Collected data entries

Segment Open

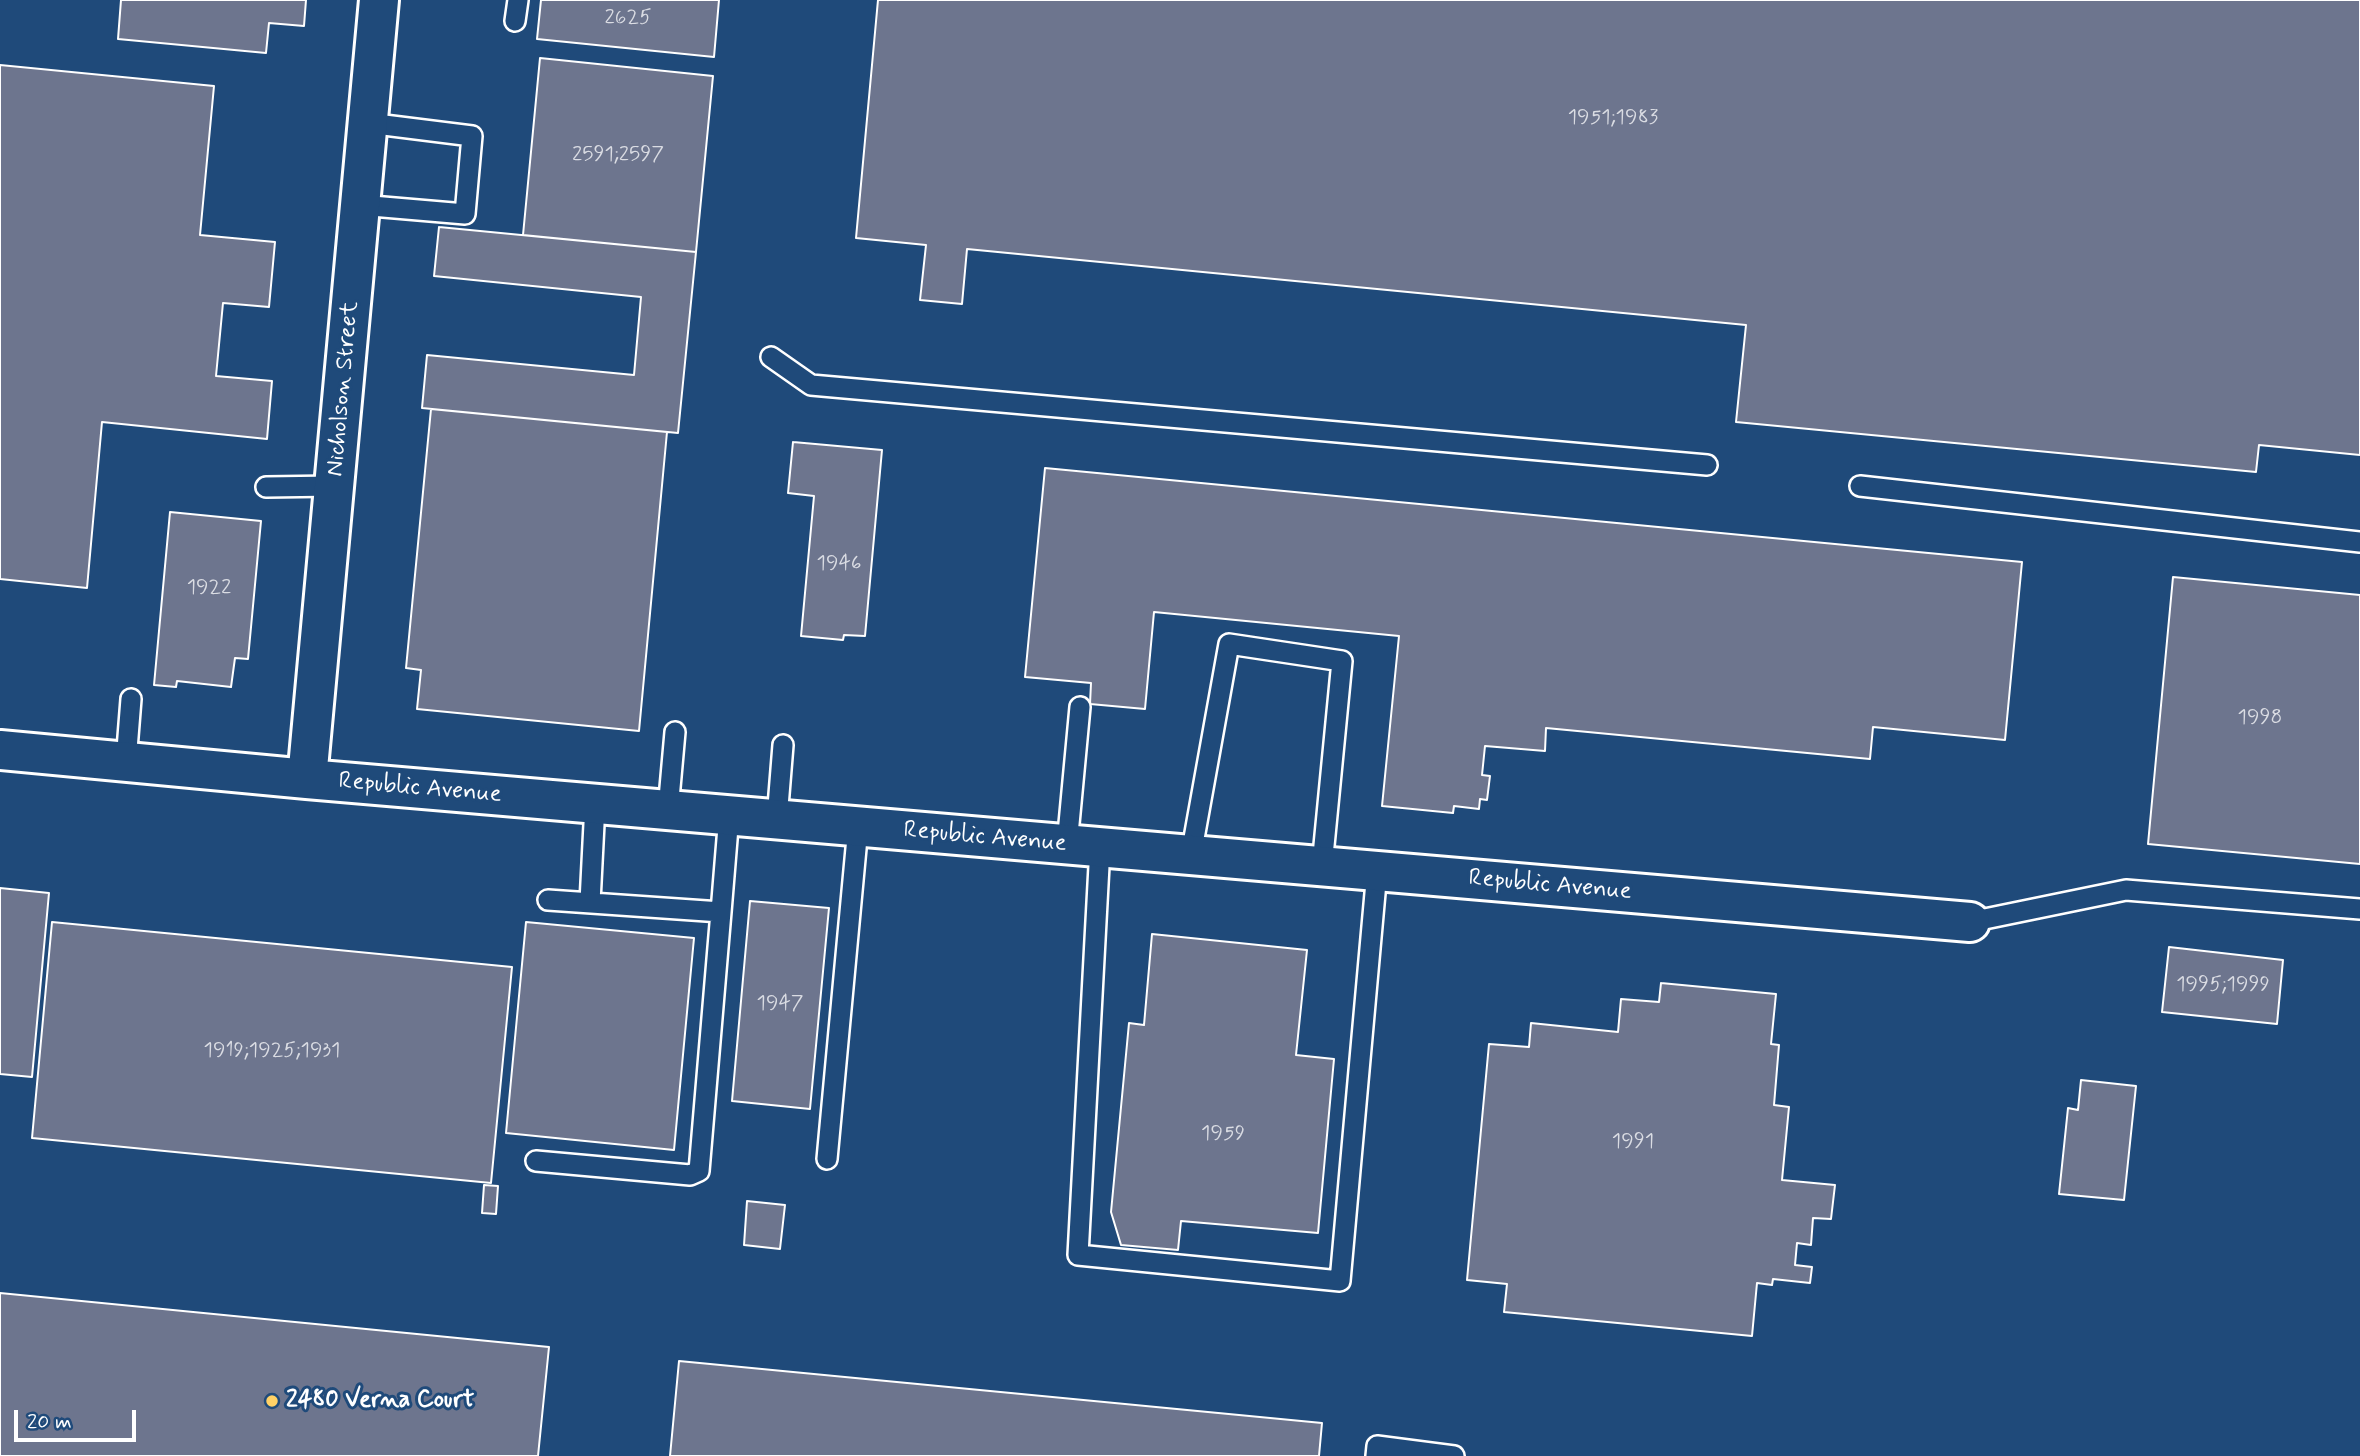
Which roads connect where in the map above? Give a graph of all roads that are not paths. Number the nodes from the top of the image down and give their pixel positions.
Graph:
1 (379, 0) edge
2 (517, 0) edge
3 (514, 21) dead end
4 (368, 123) junction
5 (360, 205) junction
6 (771, 357) dead end
7 (1707, 465) dead end
8 (335, 486) junction
9 (1860, 486) dead end
10 (266, 487) dead end
11 (2360, 542) edge
12 (131, 699) dead end
13 (1080, 707) dead end
14 (676, 732) dead end
15 (783, 745) dead end
16 (0, 750) edge
17 (126, 762) junction
18 (307, 779) junction
19 (594, 804) junction
20 (668, 810) junction
21 (729, 815) junction
22 (777, 819) junction
23 (858, 827) junction
24 (1084, 846) junction
25 (1191, 855) junction
26 (1322, 866) junction
27 (1377, 871) junction
28 (548, 900) dead end
29 (590, 902) junction
30 (2360, 909) edge
31 (721, 912) junction
32 (1970, 922) joint
33 (827, 1159) dead end
34 (536, 1161) dead end
35 (1376, 1456) edge
36 (1454, 1456) edge

1 - 4 street, Nicholson Street
2 - 3 lane
4 - 5 street, Nicholson Street
4 - 5 lane
5 - 8 street, Nicholson Street
6 - 7 lane
8 - 10 lane
8 - 18 street, Nicholson Street
9 - 11 lane
12 - 17 lane
13 - 24 lane
14 - 20 lane
15 - 22 lane
16 - 17 street, Republic Avenue
17 - 18 street, Republic Avenue
18 - 19 street, Republic Avenue
19 - 20 street, Republic Avenue
19 - 29 lane
20 - 21 street, Republic Avenue
21 - 22 street, Republic Avenue
21 - 31 lane
22 - 23 street, Republic Avenue
23 - 24 street, Republic Avenue
23 - 33 lane
24 - 25 street, Republic Avenue
24 - 27 lane
25 - 26 street, Republic Avenue
25 - 26 lane
26 - 27 street, Republic Avenue
27 - 32 street, Republic Avenue
28 - 29 lane
29 - 31 lane
30 - 32 lane
31 - 34 lane
35 - 36 lane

Segment Closed

§ Instructions to follow: Check each line of the records above for the word "dead" and report how many lines have it, as a number only.

§ Answer to this task: 12